### Exercise brief
Reproduce every entry below precisely; do not include the pictures.

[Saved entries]
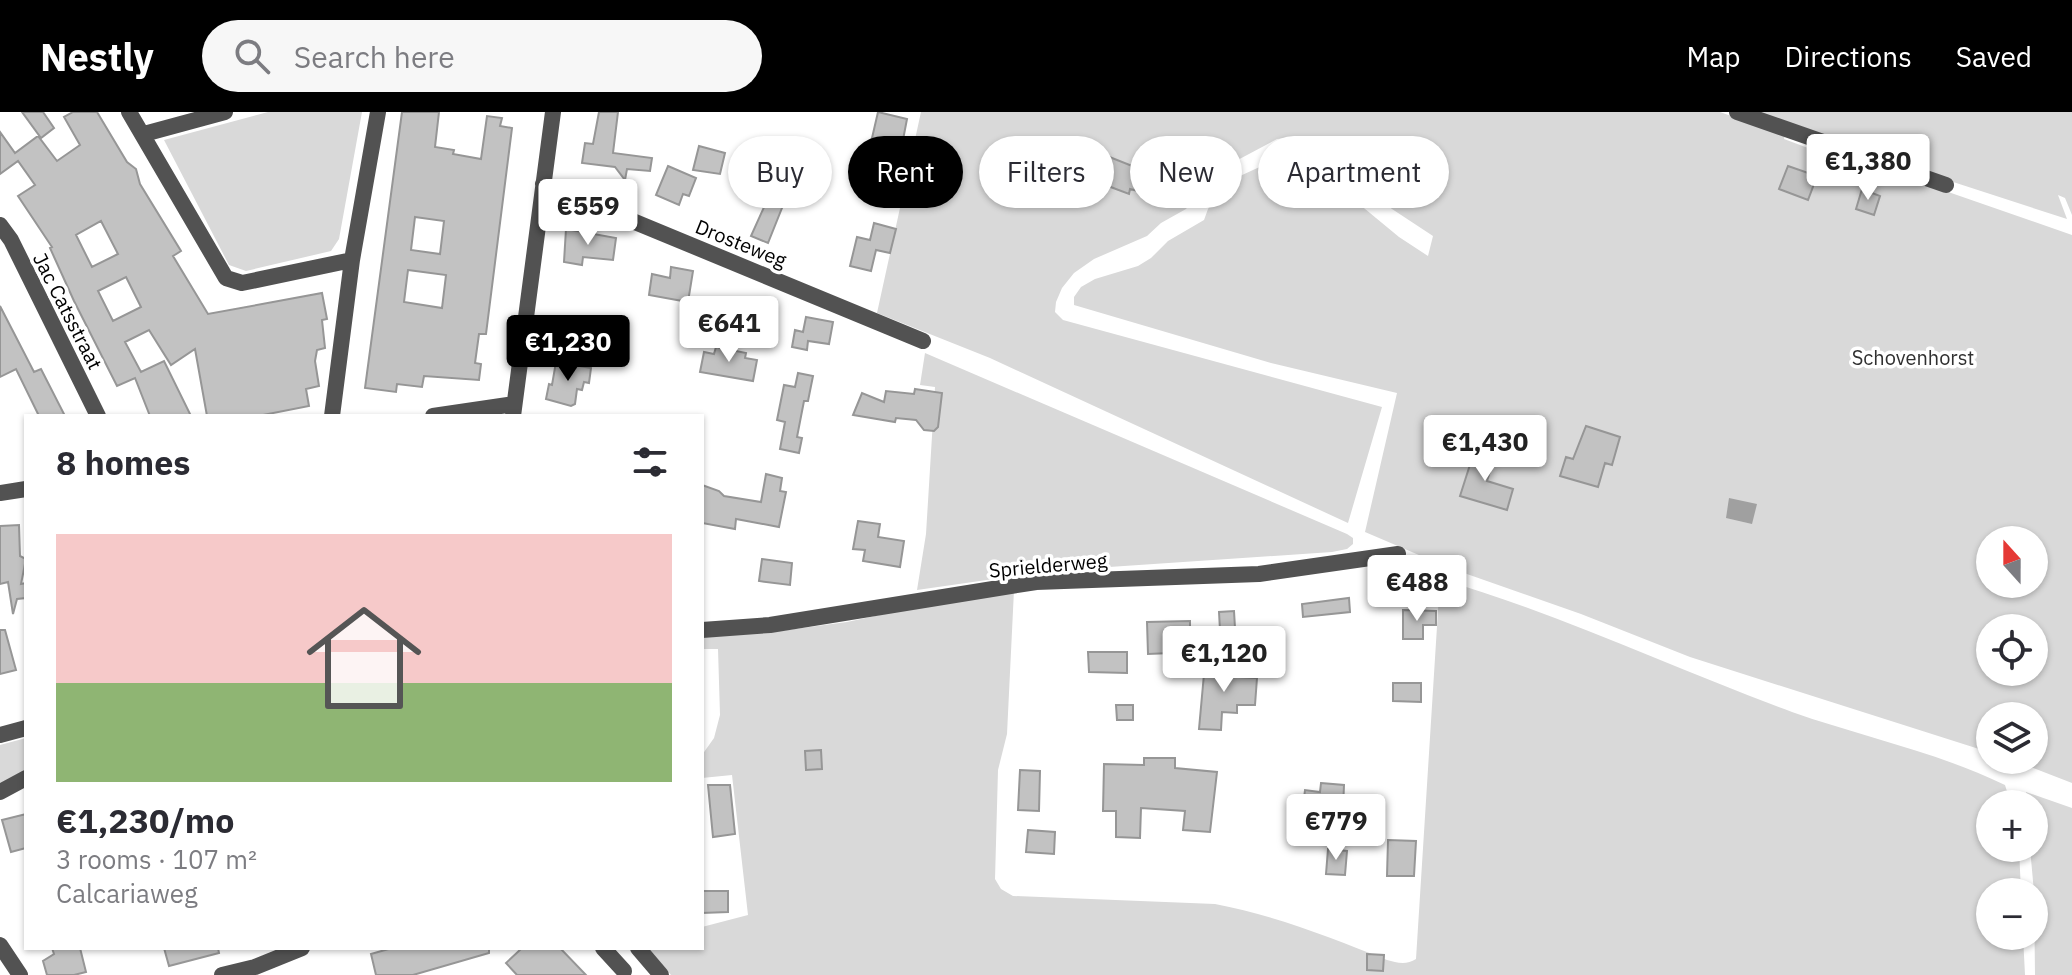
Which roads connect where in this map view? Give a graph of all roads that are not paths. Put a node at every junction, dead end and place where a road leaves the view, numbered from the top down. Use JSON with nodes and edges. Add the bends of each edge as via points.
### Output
{"nodes":[{"id":1,"x":129,"y":112,"type":"edge"},
{"id":2,"x":225,"y":112,"type":"edge"},
{"id":3,"x":378,"y":112,"type":"edge"},
{"id":4,"x":553,"y":112,"type":"edge"},
{"id":5,"x":1737,"y":112,"type":"edge"},
{"id":6,"x":144,"y":134,"type":"junction"},
{"id":7,"x":543,"y":184,"type":"junction"},
{"id":8,"x":1946,"y":185,"type":"dead end"},
{"id":9,"x":0,"y":225,"type":"edge"},
{"id":10,"x":352,"y":260,"type":"junction"},
{"id":11,"x":923,"y":341,"type":"dead end"},
{"id":12,"x":513,"y":410,"type":"edge"},
{"id":13,"x":97,"y":414,"type":"edge"},
{"id":14,"x":332,"y":414,"type":"edge"},
{"id":15,"x":460,"y":414,"type":"edge"},
{"id":16,"x":24,"y":489,"type":"edge"},
{"id":17,"x":0,"y":493,"type":"edge"},
{"id":18,"x":1398,"y":554,"type":"dead end"},
{"id":19,"x":704,"y":630,"type":"edge"},
{"id":20,"x":24,"y":729,"type":"edge"},
{"id":21,"x":0,"y":735,"type":"edge"},
{"id":22,"x":24,"y":779,"type":"edge"},
{"id":23,"x":0,"y":792,"type":"edge"},
{"id":24,"x":0,"y":945,"type":"edge"},
{"id":25,"x":297,"y":950,"type":"edge"},
{"id":26,"x":605,"y":950,"type":"edge"},
{"id":27,"x":640,"y":950,"type":"edge"},
{"id":28,"x":624,"y":971,"type":"dead end"},
{"id":29,"x":20,"y":975,"type":"edge"},
{"id":30,"x":222,"y":975,"type":"edge"},
{"id":31,"x":661,"y":975,"type":"edge"}],
"edges":[{"from":1,"to":6,"type":"street"},
{"from":2,"to":6,"type":"street"},
{"from":3,"to":10,"type":"street"},
{"from":4,"to":7,"type":"street"},
{"from":5,"to":8,"type":"street"},
{"from":6,"to":10,"type":"street","via":[[226,278],[242,283]]},
{"from":7,"to":11,"type":"street","name":"Drosteweg"},
{"from":7,"to":12,"type":"street"},
{"from":9,"to":13,"type":"street","name":"Jac Catsstraat"},
{"from":10,"to":14,"type":"street"},
{"from":12,"to":15,"type":"street"},
{"from":16,"to":17,"type":"street"},
{"from":18,"to":19,"type":"street","name":"Sprielderweg","via":[[1259,574],[1036,582],[770,625]]},
{"from":20,"to":21,"type":"street"},
{"from":22,"to":23,"type":"street"},
{"from":24,"to":29,"type":"street"},
{"from":25,"to":30,"type":"street"},
{"from":26,"to":28,"type":"street"},
{"from":27,"to":31,"type":"street"}]}
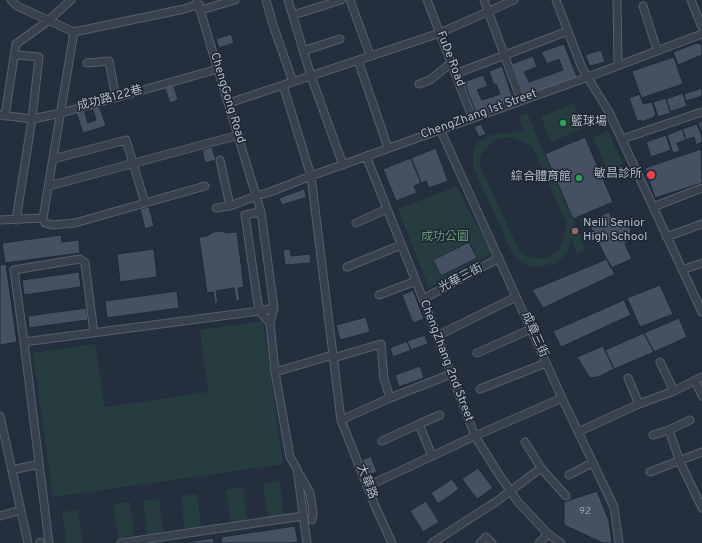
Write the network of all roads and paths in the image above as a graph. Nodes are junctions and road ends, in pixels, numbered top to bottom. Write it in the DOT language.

### Response
Which roads connect where in this map view? Give a graph of all roads that are not paths. Put a node at every junction, dead end and place where a road leaves the view, numbered from the top down. Use JSON with nodes and edges. Add the bends of each edge as via points.
### Output
{"nodes":[{"id":1,"x":129,"y":112,"type":"edge"},
{"id":2,"x":225,"y":112,"type":"edge"},
{"id":3,"x":378,"y":112,"type":"edge"},
{"id":4,"x":553,"y":112,"type":"edge"},
{"id":5,"x":1737,"y":112,"type":"edge"},
{"id":6,"x":144,"y":134,"type":"junction"},
{"id":7,"x":543,"y":184,"type":"junction"},
{"id":8,"x":1946,"y":185,"type":"dead end"},
{"id":9,"x":0,"y":225,"type":"edge"},
{"id":10,"x":352,"y":260,"type":"junction"},
{"id":11,"x":923,"y":341,"type":"dead end"},
{"id":12,"x":513,"y":410,"type":"edge"},
{"id":13,"x":97,"y":414,"type":"edge"},
{"id":14,"x":332,"y":414,"type":"edge"},
{"id":15,"x":460,"y":414,"type":"edge"},
{"id":16,"x":24,"y":489,"type":"edge"},
{"id":17,"x":0,"y":493,"type":"edge"},
{"id":18,"x":1398,"y":554,"type":"dead end"},
{"id":19,"x":704,"y":630,"type":"edge"},
{"id":20,"x":24,"y":729,"type":"edge"},
{"id":21,"x":0,"y":735,"type":"edge"},
{"id":22,"x":24,"y":779,"type":"edge"},
{"id":23,"x":0,"y":792,"type":"edge"},
{"id":24,"x":0,"y":945,"type":"edge"},
{"id":25,"x":297,"y":950,"type":"edge"},
{"id":26,"x":605,"y":950,"type":"edge"},
{"id":27,"x":640,"y":950,"type":"edge"},
{"id":28,"x":624,"y":971,"type":"dead end"},
{"id":29,"x":20,"y":975,"type":"edge"},
{"id":30,"x":222,"y":975,"type":"edge"},
{"id":31,"x":661,"y":975,"type":"edge"}],
"edges":[{"from":1,"to":6,"type":"street"},
{"from":2,"to":6,"type":"street"},
{"from":3,"to":10,"type":"street"},
{"from":4,"to":7,"type":"street"},
{"from":5,"to":8,"type":"street"},
{"from":6,"to":10,"type":"street","via":[[226,278],[242,283]]},
{"from":7,"to":11,"type":"street","name":"Drosteweg"},
{"from":7,"to":12,"type":"street"},
{"from":9,"to":13,"type":"street","name":"Jac Catsstraat"},
{"from":10,"to":14,"type":"street"},
{"from":12,"to":15,"type":"street"},
{"from":16,"to":17,"type":"street"},
{"from":18,"to":19,"type":"street","name":"Sprielderweg","via":[[1259,574],[1036,582],[770,625]]},
{"from":20,"to":21,"type":"street"},
{"from":22,"to":23,"type":"street"},
{"from":24,"to":29,"type":"street"},
{"from":25,"to":30,"type":"street"},
{"from":26,"to":28,"type":"street"},
{"from":27,"to":31,"type":"street"}]}
Write the network of all roads and paths in the image above as a graph. Nodes are junctions and road ends, in pixels, numbered top to bottom. Write it in the DOT language.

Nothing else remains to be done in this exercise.